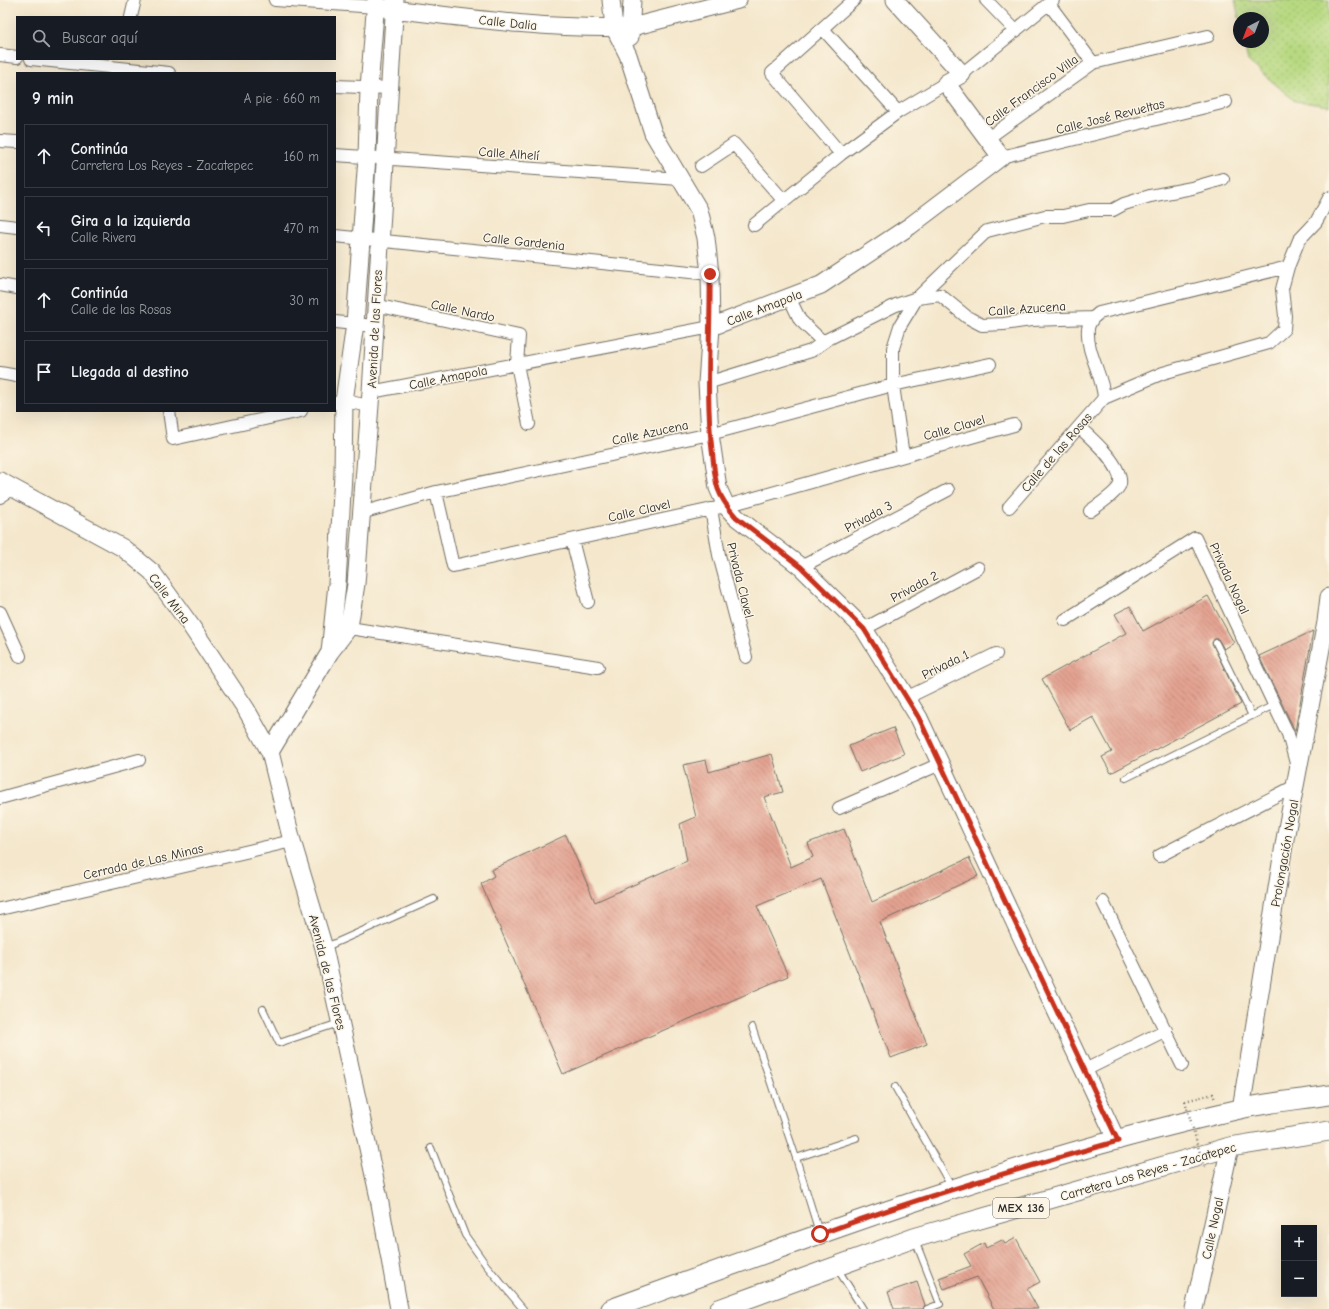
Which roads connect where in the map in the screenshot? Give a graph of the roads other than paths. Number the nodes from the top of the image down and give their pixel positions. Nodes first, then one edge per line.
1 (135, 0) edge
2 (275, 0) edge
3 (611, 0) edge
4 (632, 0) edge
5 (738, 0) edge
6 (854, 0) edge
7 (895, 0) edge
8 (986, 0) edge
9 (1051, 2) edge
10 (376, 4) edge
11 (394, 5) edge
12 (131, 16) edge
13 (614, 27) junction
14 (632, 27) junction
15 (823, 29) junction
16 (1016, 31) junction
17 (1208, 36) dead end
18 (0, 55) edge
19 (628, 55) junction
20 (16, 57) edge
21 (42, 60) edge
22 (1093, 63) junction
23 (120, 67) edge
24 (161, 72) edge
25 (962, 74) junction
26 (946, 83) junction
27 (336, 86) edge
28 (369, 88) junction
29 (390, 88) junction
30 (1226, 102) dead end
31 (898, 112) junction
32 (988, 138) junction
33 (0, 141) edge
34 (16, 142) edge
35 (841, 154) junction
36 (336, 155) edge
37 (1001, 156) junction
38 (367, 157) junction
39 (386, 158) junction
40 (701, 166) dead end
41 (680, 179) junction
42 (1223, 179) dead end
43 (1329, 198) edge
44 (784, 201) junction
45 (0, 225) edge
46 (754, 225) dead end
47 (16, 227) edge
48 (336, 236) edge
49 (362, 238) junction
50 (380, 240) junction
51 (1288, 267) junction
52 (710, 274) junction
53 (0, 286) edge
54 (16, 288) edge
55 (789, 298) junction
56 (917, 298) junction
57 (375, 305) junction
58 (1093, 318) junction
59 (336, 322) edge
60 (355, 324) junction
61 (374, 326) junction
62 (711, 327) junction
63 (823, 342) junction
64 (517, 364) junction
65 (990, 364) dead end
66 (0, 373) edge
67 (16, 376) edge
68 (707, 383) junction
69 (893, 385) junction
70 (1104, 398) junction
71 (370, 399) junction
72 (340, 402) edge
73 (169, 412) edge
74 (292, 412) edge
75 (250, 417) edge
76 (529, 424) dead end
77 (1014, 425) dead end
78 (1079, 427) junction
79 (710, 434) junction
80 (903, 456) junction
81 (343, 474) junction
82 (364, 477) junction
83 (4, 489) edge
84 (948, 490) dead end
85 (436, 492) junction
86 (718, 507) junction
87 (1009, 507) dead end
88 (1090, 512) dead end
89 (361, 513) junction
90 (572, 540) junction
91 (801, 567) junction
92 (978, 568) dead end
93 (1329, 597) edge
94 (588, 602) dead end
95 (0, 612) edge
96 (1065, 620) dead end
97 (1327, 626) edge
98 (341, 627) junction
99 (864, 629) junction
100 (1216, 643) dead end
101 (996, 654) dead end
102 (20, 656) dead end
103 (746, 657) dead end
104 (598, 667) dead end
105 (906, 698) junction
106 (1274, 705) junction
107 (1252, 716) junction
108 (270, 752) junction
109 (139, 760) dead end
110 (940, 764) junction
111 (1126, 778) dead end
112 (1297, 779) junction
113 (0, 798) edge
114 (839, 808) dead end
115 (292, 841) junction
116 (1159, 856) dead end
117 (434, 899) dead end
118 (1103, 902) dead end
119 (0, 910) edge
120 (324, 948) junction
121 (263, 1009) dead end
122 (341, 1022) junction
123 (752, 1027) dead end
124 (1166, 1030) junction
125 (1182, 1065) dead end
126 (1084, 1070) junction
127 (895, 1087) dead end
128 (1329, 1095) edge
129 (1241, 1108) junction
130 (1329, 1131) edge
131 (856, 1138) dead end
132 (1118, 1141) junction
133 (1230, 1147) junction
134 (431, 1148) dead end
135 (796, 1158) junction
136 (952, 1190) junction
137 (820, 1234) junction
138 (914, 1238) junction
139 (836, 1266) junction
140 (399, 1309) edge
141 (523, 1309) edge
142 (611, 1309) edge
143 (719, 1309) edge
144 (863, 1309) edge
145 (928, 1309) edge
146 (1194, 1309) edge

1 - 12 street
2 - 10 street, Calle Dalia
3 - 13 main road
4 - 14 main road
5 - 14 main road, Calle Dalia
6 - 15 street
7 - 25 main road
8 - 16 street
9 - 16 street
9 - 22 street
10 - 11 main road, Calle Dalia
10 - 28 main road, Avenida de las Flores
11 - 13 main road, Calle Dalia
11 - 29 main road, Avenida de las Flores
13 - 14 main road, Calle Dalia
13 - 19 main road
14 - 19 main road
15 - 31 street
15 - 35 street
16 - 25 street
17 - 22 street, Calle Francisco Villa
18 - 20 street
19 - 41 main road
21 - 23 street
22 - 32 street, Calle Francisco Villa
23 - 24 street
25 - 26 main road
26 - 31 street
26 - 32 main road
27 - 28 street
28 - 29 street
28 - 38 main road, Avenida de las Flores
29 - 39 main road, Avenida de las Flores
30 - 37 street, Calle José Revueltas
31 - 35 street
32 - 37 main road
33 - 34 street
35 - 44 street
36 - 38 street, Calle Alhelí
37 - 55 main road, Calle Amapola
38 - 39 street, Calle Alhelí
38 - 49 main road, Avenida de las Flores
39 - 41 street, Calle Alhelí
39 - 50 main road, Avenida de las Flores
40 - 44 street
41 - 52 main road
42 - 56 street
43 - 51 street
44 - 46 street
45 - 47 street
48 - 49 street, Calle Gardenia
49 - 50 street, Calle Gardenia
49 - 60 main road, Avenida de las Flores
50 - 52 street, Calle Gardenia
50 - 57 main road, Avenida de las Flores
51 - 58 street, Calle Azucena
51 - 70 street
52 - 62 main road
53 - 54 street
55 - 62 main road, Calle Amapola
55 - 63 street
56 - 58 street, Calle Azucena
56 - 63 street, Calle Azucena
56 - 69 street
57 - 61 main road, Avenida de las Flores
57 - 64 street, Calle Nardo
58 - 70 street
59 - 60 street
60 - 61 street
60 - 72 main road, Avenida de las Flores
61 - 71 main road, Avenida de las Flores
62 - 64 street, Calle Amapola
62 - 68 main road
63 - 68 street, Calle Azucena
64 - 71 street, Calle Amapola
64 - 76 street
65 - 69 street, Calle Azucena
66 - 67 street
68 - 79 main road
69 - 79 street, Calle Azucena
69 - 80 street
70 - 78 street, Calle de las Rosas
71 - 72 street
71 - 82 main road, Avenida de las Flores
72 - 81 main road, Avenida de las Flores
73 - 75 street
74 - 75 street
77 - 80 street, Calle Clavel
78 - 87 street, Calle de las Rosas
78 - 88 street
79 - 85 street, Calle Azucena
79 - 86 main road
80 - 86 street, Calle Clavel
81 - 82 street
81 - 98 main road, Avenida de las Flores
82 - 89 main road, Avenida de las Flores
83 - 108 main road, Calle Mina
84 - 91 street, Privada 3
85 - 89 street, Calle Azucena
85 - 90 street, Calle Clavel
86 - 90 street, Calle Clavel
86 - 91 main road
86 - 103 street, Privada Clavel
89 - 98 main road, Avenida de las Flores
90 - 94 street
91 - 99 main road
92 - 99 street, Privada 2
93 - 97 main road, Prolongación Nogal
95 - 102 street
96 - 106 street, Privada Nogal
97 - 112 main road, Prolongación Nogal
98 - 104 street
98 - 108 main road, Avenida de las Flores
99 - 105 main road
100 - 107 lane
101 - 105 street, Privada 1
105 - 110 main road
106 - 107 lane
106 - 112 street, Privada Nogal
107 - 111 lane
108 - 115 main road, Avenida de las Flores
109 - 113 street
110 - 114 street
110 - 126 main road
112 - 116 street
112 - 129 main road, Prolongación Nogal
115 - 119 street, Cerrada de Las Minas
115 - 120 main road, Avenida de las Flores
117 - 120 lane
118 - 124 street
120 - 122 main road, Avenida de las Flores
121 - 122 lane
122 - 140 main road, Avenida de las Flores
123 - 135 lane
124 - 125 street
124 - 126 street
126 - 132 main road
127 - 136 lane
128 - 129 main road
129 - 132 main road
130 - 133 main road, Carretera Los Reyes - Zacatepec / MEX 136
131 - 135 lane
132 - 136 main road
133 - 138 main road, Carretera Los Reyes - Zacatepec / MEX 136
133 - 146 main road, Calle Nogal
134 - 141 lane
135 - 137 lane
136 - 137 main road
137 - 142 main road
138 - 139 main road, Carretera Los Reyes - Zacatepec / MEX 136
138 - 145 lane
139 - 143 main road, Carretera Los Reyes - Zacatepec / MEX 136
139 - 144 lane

Description of the task: Copy all lines from the material above that hold the word "Villa".

Expected answer:
17 - 22 street, Calle Francisco Villa
22 - 32 street, Calle Francisco Villa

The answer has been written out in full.